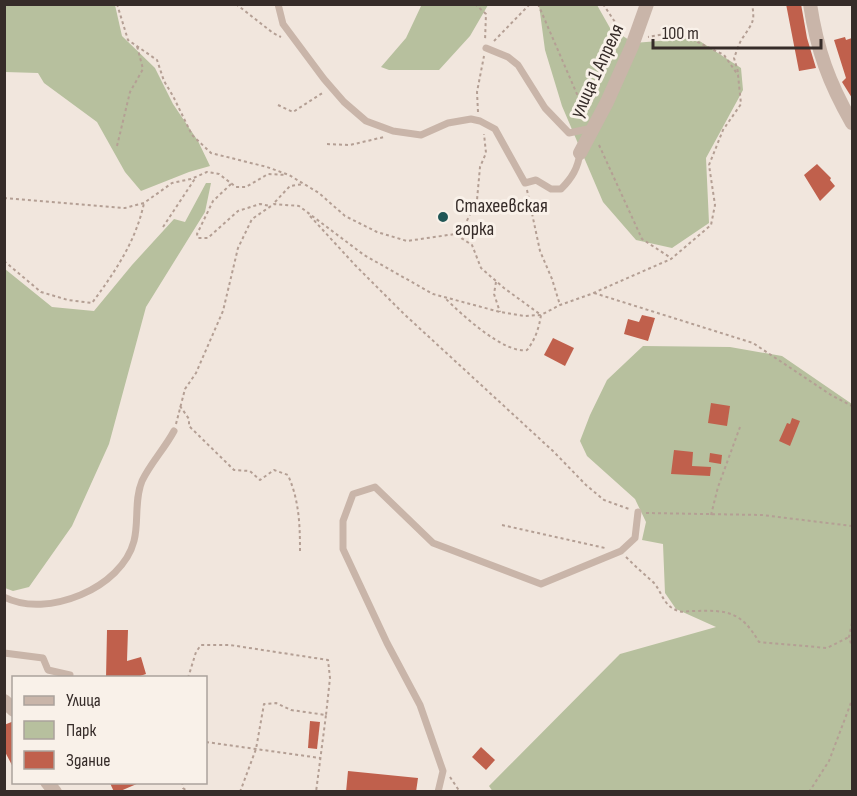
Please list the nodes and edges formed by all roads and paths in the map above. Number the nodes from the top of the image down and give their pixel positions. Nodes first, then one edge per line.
- - - -
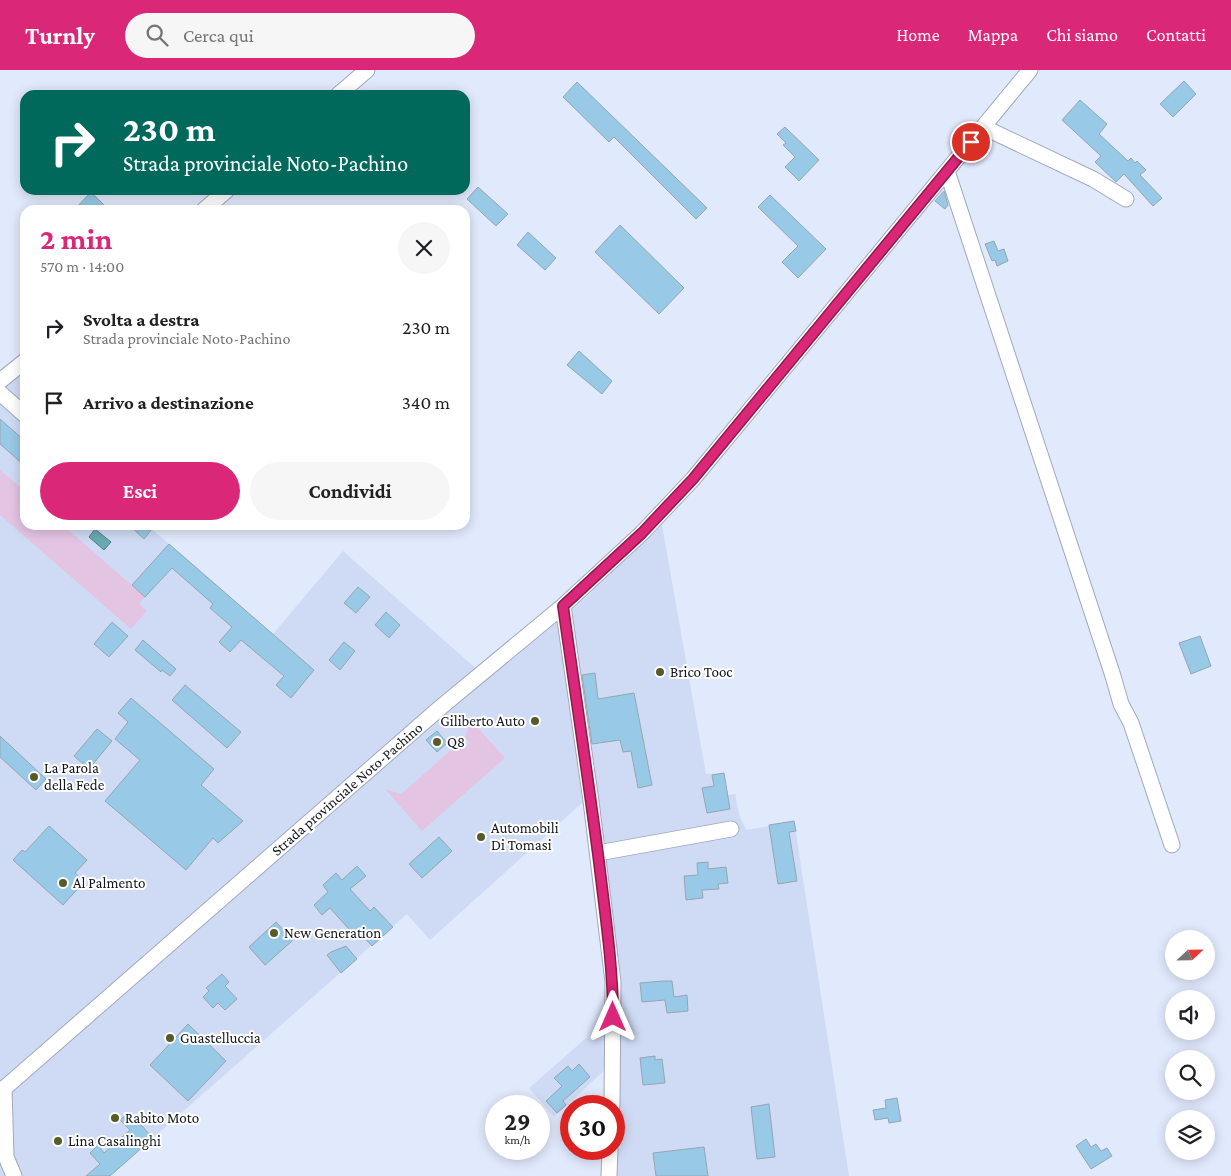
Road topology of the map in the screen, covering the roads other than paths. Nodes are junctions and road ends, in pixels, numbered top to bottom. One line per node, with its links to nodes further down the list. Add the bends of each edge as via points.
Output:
- - - -
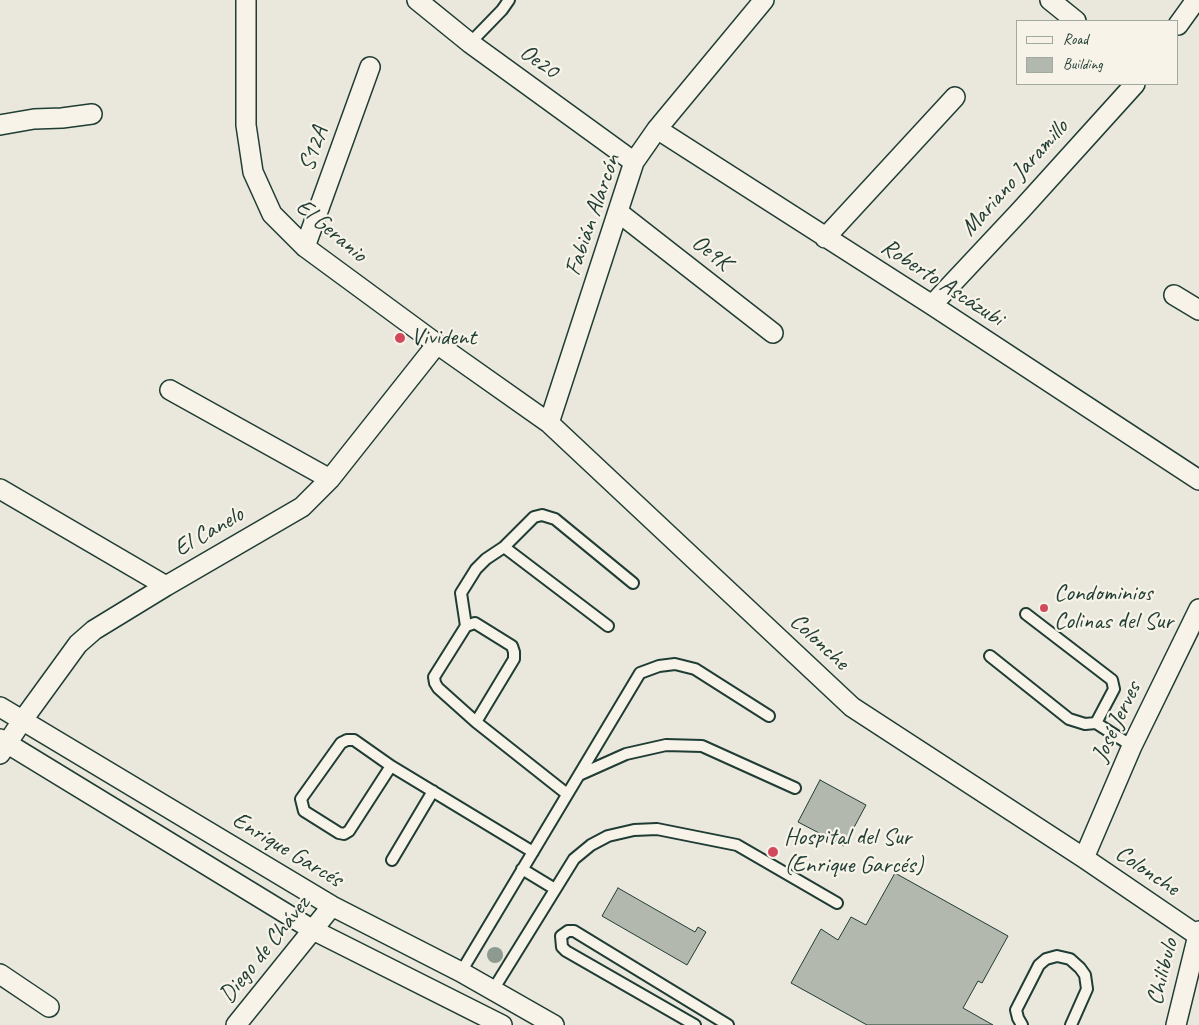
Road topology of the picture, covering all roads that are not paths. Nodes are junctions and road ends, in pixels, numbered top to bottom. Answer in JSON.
- - - -
## WHAT YOU ARE ASKED TO DO
Count the lines in the listing where the string "numbered" appears. Answer with the number only.

## RESPONSE TO THE EXERCISE
2